Solution Approach 2:
The invention introduces an intermediary processing layer that computes signature parameters (S1, S2, S3, S4) from current measurements and uses a discrimination factor (DF) as a mediator to differentiate between stator inter-turn faults and voltage unbalance conditions. This intermediary approach simplifies the detection system while maintaining reliability through mathematical analysis of current signatures.
2Reliability
If conventional systems use spectral current analysis or other methods to detect faults, then fault detection is provided, but the ability to differentiate between similar fault signatures (stator inter-turn fault and voltage unbalance) is compromised
Solution Approach 1:
The invention applies local quality analysis by examining specific local characteristics of the current signature at different frequency components.
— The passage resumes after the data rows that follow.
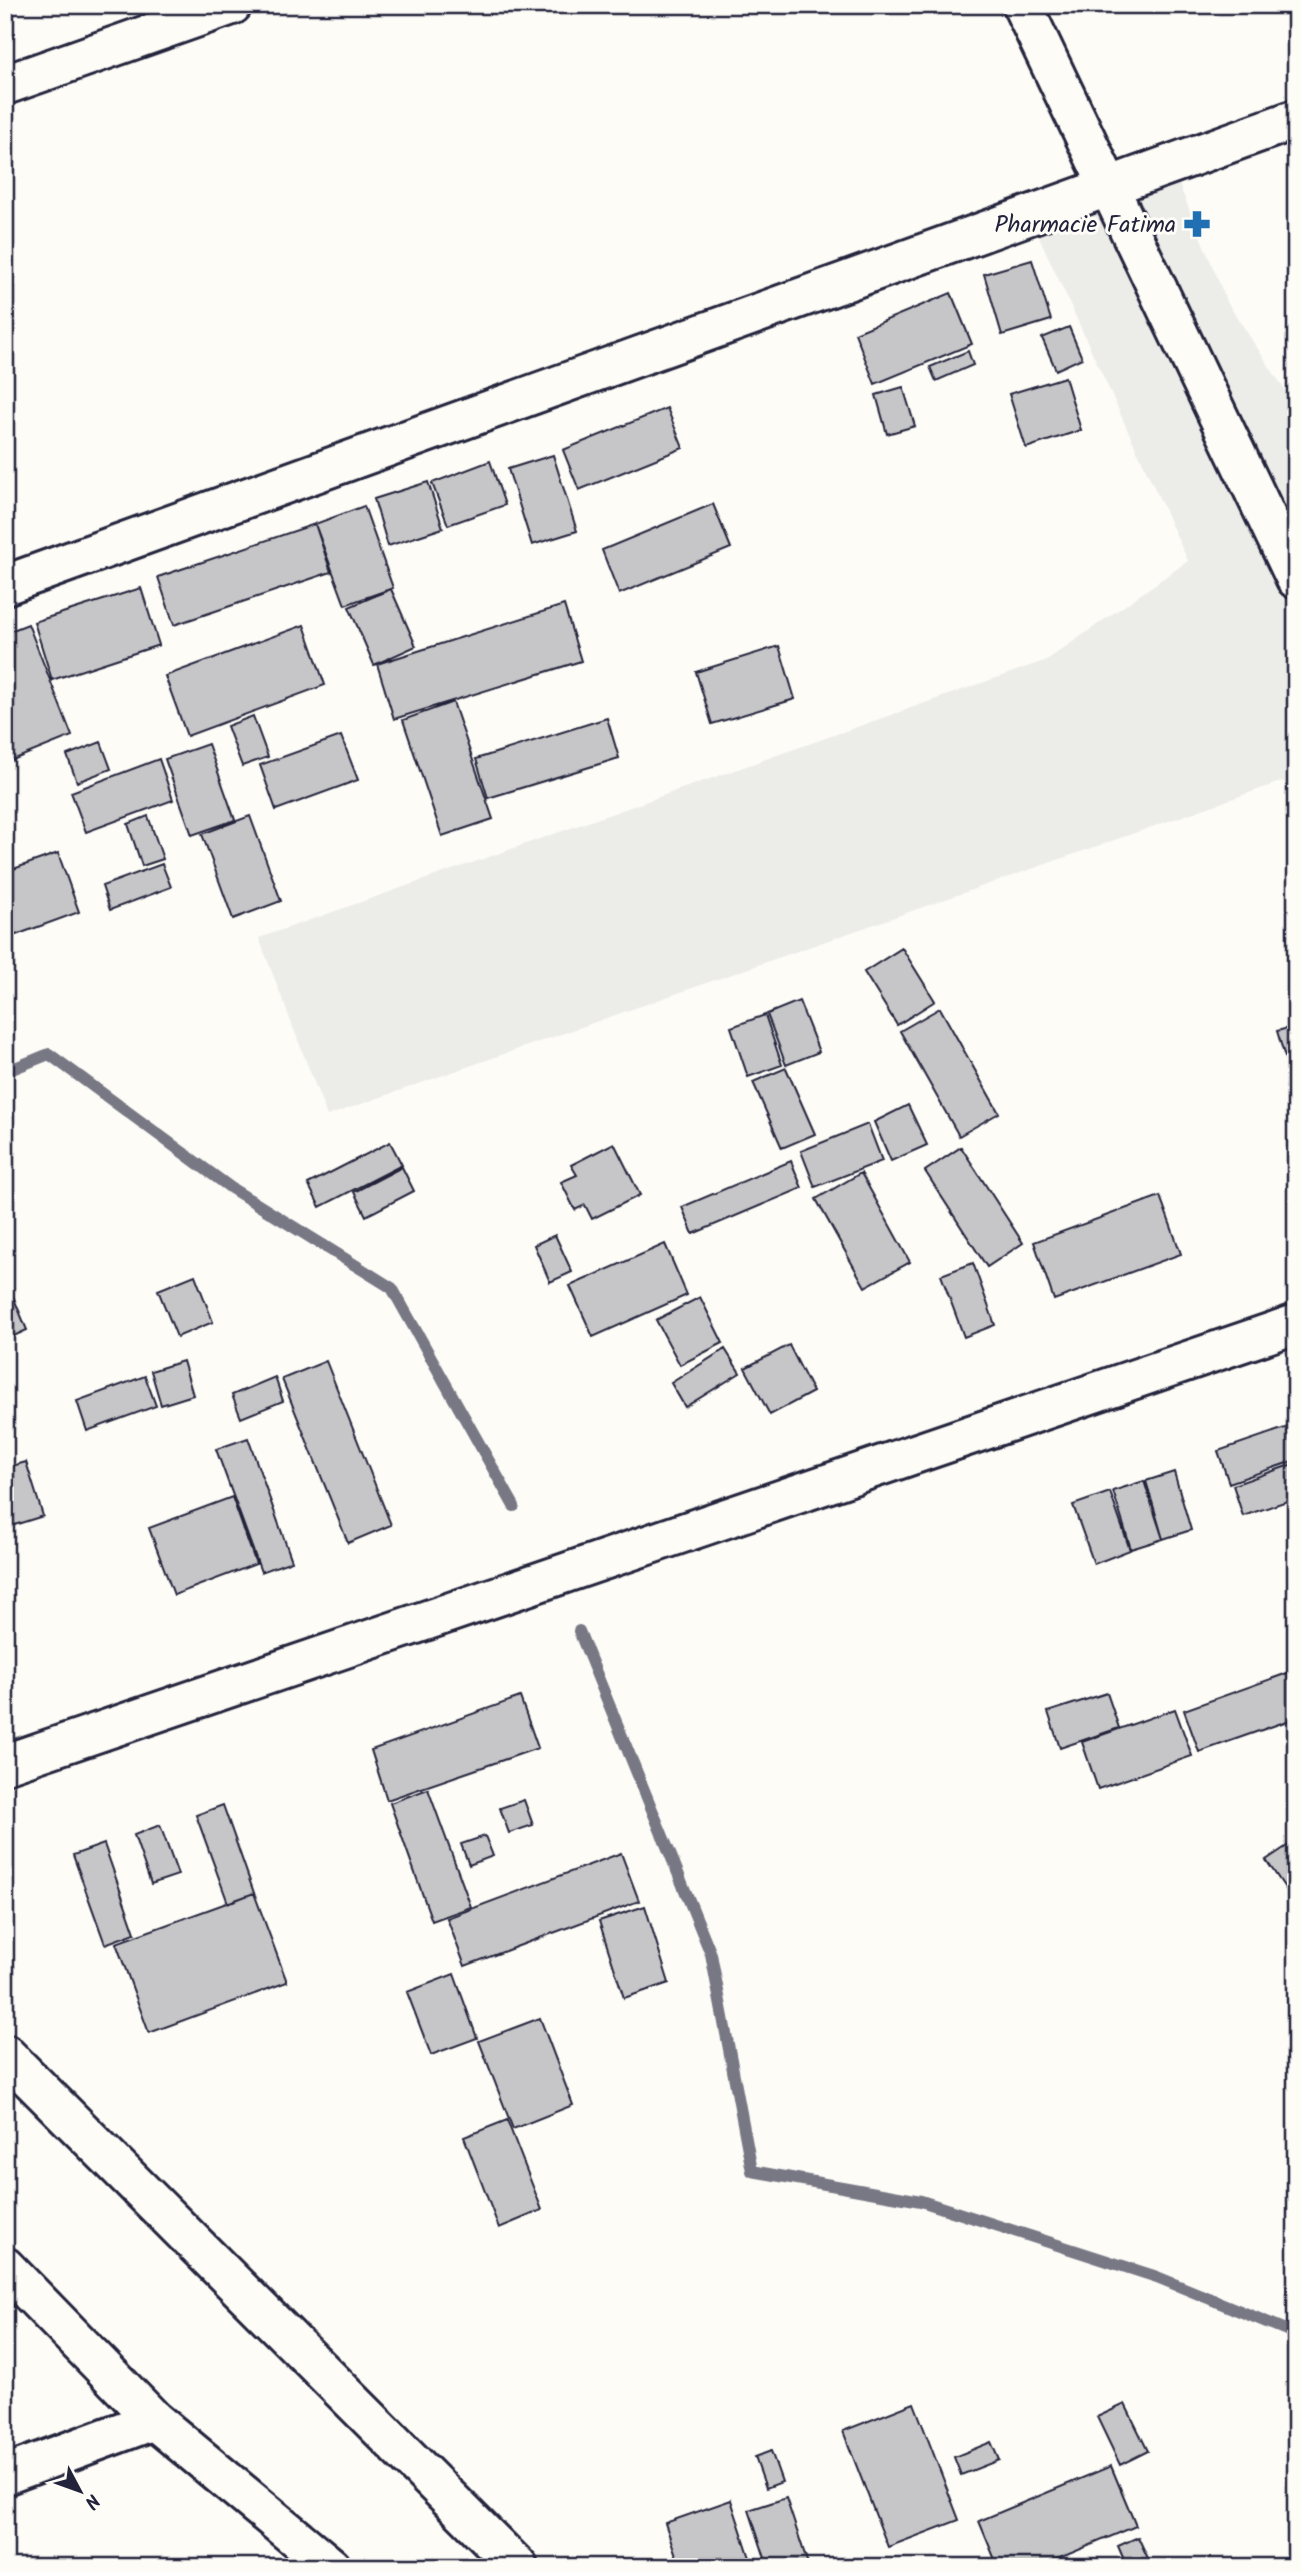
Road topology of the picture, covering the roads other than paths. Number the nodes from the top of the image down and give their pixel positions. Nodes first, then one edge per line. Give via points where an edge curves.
1 (232, 5) edge
2 (1022, 5) edge
3 (5, 85) edge
4 (1296, 119) edge
5 (1109, 188) junction
6 (1296, 579) edge
7 (5, 586) edge
8 (1296, 1324) edge
9 (5, 1763) edge
10 (5, 2054) edge
11 (5, 2267) edge
12 (154, 2420) junction
13 (5, 2475) edge
14 (331, 2567) edge
15 (518, 2567) edge

1 - 3 street
2 - 5 street
4 - 5 street
5 - 6 street
5 - 7 street
8 - 9 street
10 - 15 street
11 - 12 street
12 - 13 street
12 - 14 street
It calculates separate signature values for positive sequence (S1), negative sequence (S2), and zero sequence (S3) components at fundamental frequency, and similarly S4 at third harmonic frequency. This localized analysis of specific frequency components enables precise differentiation between fault types.
Solution Approach 2:
The invention changes parameters by introducing a discrimination factor (DF) that combines multiple signature parameters in a specific relationship: DF = (S2 + S4) / (S1 + S3). This parameter transformation converts complex multi-dimensional signature data into a single discriminative metric that clearly separates stator inter-turn fault conditions from voltage unbalance conditions, achieving high measurement precision in fault differentiation.
3Reliability
If conventional systems implement comprehensive fault detection, then multiple fault types can be detected, but real-time detection speed and efficiency are reduced
Solution Approach 1:
The invention segments the fault detection process into distinct computational steps: extracting positive sequence, negative sequence, and zero sequence components; calculating signature parameters S1, S2, S3, S4; and computing the discrimination factor DF. This segmentation allows the system to perform comprehensive fault detection through modular, computationally efficient operations that can be executed in real-time.
Solution Approach 2:
The invention replaces complex mechanical or hardware-based detection systems with mathematical and computational methods. By using digital signal processing to extract sequence components and calculate signature parameters from standard current measurements, the system achieves comprehensive fault detection at high speed without the complexity of specialized sensors or mechanical systems.
Data Source
AI summary
A system and method for detecting stator inter-turn fault in induction machines includes receiving a time series data of a stator current using a plurality of current sensors connected to a stator of the induction machine, determining first and second signature time series data of stator current using fundamental components and harmonic components of the stator current, determining first and second scaled signatures using an Unbalance Factor, determining a discrimination factor, and detecting a stator inter-turn fault when the discrimination factor is greater than a predetermined stator inter-turn fault threshold value.